→ MATERIAL PROVIDED:
------

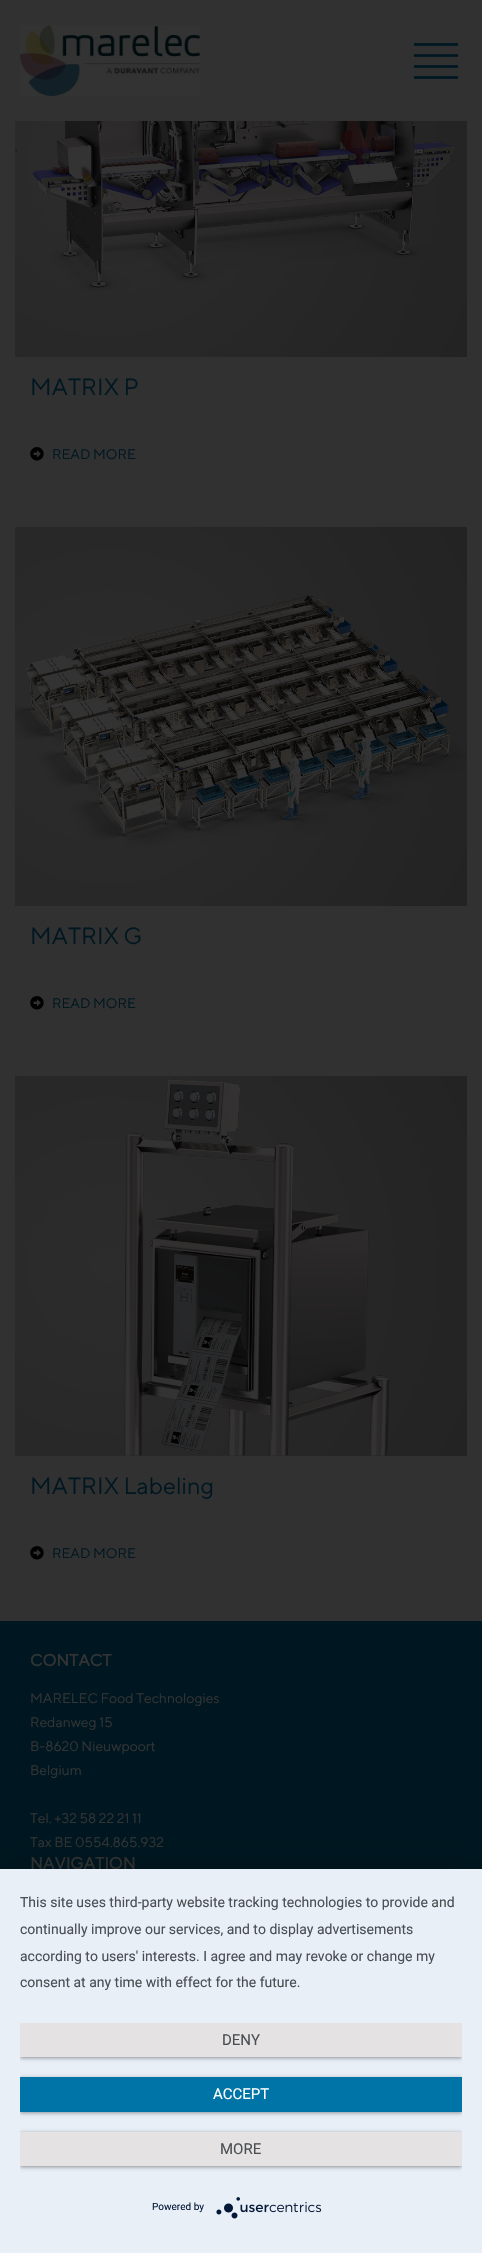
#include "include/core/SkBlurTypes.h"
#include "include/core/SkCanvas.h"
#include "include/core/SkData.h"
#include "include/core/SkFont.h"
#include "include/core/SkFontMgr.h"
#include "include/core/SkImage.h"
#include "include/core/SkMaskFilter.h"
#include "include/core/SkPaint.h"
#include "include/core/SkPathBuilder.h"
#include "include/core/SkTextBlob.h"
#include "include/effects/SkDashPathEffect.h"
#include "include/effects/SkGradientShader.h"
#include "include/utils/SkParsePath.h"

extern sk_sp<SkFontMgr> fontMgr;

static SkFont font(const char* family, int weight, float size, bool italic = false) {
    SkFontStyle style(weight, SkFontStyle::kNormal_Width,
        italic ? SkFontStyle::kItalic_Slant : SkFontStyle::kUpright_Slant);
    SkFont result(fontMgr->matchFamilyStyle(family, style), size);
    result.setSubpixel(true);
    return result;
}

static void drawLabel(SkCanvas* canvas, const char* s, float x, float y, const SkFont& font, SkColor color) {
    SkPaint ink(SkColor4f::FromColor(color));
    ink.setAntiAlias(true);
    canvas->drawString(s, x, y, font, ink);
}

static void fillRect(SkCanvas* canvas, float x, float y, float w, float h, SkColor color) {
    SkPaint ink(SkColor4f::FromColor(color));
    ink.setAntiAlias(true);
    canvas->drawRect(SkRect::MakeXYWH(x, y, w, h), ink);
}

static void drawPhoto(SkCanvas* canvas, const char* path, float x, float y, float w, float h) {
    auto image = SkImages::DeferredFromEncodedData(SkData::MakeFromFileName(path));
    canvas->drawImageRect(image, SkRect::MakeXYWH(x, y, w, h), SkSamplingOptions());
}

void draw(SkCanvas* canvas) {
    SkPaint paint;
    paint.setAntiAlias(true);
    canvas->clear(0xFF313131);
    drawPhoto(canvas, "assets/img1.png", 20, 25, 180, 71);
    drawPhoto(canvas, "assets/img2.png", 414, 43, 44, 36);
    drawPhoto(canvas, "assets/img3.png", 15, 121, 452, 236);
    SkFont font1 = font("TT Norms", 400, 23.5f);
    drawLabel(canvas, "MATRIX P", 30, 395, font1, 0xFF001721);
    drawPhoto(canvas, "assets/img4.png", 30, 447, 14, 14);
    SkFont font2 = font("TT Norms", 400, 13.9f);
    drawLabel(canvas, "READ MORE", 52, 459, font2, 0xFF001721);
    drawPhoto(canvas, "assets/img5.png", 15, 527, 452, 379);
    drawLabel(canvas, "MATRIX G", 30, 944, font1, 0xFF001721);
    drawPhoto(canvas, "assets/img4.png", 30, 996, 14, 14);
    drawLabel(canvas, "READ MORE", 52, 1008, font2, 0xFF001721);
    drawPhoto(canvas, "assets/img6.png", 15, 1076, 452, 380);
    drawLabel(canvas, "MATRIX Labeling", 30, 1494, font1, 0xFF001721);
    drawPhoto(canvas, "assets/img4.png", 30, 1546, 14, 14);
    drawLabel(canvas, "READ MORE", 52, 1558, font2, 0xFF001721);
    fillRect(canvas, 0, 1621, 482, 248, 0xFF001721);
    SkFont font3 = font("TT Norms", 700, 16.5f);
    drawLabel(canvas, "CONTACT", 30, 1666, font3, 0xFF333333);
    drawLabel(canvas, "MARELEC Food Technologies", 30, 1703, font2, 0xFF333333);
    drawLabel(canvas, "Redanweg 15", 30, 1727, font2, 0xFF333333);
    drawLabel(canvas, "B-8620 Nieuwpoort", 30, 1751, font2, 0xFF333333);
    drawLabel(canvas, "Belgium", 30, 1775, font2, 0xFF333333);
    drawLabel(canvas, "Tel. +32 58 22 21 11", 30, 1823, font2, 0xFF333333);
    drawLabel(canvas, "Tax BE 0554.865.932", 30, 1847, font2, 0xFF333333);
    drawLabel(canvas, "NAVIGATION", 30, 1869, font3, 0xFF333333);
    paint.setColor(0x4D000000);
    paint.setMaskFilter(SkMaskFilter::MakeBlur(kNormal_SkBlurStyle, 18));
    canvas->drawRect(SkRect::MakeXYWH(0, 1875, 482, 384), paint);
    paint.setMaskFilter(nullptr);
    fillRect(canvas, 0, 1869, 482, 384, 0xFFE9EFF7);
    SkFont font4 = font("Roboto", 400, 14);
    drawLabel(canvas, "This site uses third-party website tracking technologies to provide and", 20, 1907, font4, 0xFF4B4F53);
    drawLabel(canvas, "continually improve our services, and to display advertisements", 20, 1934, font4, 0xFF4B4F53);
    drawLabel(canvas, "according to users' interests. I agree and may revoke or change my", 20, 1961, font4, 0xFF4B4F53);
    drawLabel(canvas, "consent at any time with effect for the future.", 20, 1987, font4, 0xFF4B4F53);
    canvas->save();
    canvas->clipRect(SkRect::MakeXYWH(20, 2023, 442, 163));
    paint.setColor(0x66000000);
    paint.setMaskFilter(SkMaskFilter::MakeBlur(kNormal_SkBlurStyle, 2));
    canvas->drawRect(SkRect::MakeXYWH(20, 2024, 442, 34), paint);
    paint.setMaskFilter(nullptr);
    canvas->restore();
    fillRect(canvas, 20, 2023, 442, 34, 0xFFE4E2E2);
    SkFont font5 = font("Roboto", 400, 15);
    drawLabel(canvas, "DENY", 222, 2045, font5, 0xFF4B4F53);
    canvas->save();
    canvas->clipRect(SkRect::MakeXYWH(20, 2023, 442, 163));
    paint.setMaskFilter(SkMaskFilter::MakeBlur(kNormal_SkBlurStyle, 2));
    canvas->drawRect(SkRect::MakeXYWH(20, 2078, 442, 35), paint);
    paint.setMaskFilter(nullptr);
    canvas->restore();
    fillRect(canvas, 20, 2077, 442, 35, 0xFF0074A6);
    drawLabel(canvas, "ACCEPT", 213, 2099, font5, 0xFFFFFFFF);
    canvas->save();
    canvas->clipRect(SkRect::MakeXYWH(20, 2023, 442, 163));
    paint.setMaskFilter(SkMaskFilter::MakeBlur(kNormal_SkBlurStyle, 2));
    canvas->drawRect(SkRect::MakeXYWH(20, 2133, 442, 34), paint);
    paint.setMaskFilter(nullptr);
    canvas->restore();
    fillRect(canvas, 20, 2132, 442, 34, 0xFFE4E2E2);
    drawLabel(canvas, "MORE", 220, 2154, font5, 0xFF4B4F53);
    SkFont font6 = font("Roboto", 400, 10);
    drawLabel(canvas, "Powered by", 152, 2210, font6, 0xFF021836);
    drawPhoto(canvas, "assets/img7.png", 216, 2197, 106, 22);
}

------

Above are the entries. Quote exactly the lines from the one bearing "void draw(SkCanvas* canvas)" through the one bearing "paint.setAntiAlias(true);".

void draw(SkCanvas* canvas) {
    SkPaint paint;
    paint.setAntiAlias(true);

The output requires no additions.